In response, the American Civil Liberties Union of Arizona quickly came out against the move to increase prison capacity for women, and accused the court system of punishing women convicted of low-level drug offenses too harshly, thus leading to higher rates of incarceration. According to the ADC population reports, the number of women admitted for drug-related offenses has risen by 3% since 2017.
“Our crisis is not a bed crisis,” said ACLU Smart Justice Leader Danielle Jensen. “It is an issue of over-incarcerating and under-funding reentry and rehabilitation programs to help our women get back to their families.”
In addition to the rise in female incarceration, an ADC report on inmate ethnic distribution reveals that Black and Latino Arizonans are incarcerated at a much higher rate than whites. While Blacks make up 5.1% of Arizona’s general population, they represent 14.5% of Arizona’s prison population. In its Blueprint for Smart Justice analysis of Arizona in 2018, the ACLU found that Arizona has the highest Latino imprisonment rate in the country.

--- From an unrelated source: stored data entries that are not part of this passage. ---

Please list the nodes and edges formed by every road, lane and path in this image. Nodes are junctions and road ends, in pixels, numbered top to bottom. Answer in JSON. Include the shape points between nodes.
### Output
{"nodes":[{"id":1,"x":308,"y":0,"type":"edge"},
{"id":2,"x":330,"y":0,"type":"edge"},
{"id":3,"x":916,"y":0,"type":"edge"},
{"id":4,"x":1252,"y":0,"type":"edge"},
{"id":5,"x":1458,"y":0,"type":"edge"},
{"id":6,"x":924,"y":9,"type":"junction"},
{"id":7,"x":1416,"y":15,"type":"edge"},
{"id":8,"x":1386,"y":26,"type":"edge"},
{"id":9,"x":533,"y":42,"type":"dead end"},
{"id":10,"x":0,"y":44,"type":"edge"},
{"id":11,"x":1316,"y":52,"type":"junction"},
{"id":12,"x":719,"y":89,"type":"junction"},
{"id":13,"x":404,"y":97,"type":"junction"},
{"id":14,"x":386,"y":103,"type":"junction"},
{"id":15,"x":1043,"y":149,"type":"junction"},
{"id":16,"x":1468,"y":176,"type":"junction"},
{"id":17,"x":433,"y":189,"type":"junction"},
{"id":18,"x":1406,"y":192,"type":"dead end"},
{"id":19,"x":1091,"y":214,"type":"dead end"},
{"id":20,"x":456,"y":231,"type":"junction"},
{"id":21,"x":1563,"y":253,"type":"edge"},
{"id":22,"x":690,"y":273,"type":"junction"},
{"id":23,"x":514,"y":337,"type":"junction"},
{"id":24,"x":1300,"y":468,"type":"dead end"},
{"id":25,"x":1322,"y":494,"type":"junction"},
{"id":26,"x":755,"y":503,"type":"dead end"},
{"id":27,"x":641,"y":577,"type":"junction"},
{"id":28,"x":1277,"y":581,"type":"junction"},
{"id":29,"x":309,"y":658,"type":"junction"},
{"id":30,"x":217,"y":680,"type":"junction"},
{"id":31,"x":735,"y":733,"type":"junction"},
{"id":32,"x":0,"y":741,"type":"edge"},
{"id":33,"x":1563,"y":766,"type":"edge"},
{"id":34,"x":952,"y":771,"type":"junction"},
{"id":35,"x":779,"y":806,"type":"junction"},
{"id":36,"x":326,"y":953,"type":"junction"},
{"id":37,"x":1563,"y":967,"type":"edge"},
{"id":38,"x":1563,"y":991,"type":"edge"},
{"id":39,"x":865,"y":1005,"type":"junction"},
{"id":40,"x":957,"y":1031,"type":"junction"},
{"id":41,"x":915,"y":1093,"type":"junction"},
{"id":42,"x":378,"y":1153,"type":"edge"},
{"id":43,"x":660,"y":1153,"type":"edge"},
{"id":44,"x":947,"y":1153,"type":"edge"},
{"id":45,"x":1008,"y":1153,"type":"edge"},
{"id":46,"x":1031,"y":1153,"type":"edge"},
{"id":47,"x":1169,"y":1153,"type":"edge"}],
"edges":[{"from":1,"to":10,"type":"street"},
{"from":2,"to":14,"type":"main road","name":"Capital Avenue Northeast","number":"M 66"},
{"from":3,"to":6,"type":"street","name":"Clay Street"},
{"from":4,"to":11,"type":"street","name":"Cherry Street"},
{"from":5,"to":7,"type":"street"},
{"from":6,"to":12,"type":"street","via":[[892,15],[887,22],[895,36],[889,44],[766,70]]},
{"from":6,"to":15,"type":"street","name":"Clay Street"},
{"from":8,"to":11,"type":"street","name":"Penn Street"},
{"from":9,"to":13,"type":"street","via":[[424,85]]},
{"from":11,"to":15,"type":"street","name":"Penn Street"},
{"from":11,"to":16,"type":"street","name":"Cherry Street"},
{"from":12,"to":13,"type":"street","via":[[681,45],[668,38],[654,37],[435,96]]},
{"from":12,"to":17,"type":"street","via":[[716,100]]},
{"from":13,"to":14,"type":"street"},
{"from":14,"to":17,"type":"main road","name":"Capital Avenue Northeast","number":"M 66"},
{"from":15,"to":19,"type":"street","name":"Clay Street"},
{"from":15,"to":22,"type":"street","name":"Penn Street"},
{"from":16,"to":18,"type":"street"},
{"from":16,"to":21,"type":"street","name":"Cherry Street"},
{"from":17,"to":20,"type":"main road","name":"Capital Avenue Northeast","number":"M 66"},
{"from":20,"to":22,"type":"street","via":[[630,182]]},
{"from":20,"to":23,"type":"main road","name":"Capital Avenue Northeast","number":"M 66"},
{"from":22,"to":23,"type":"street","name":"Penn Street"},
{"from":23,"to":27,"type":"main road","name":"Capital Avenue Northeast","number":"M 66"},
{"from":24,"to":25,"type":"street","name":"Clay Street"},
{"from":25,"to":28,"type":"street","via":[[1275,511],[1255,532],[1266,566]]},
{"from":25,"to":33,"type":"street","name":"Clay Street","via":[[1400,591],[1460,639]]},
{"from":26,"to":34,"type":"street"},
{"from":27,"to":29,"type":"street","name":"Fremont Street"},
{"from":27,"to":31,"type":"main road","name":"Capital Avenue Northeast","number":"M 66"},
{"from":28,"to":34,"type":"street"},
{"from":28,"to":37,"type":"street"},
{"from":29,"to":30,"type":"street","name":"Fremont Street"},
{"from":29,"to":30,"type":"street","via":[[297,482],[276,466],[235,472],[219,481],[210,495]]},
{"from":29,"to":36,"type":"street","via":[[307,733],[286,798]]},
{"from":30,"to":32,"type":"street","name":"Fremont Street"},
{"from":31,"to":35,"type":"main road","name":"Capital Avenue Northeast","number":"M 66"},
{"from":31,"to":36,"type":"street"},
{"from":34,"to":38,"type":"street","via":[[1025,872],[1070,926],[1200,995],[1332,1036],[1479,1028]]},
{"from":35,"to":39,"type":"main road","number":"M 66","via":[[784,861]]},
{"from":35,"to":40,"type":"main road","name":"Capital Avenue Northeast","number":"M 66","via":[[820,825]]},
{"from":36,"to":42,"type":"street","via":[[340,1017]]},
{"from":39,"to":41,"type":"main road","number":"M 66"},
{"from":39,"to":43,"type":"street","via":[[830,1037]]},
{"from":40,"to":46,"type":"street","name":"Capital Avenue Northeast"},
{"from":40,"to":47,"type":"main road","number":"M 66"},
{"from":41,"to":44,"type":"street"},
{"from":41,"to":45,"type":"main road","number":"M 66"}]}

“Instead of opening a new prison for women, they really need to look at what’s already in place,” said Kara Williams, an organizer for the ACLU. She also said several state programs offer earned release credits and provide inmates with an opportunity to obtain sentence reductions. “They’re not giving women the resources they need.”
Arizona’s overall prison population has risen steadily for nearly two decades and has the fourth-highest per-capita incarceration rate in the country. Despite claims of slowed growth, the ADC’s five-year plan shows a 60% increase in the inmate population from 2001 to 2016, particularly among women.
If approved, the ADC would forego plans to sell the Papago Unit at Douglas Prison and open 340 additional beds for women. Since the unit was closed in 2017, the prison has been plagued with health issues, and in June, the facility was without running water for four days. When asked during the committee hearing by State House Minority Leader Rep. Charlene Fernandez (D-Yuma) if concerns surrounding water contamination would be resolved before opening the Papago Unit, Shinn said he “could not answer with certainty.”
Leaders from the American Friends Service Committee, an organization that focuses on justice reform, believe reopening Papago will put the women sent there at serious risk.
“Director Shinn wants to send hundreds of low-risk women to a shuttered facility that may not be safe or healthy for them,” said Arizona AFSC representative Caroline Isaacs. “The solution here is obvious: Stop incarcerating so many people, especially women.”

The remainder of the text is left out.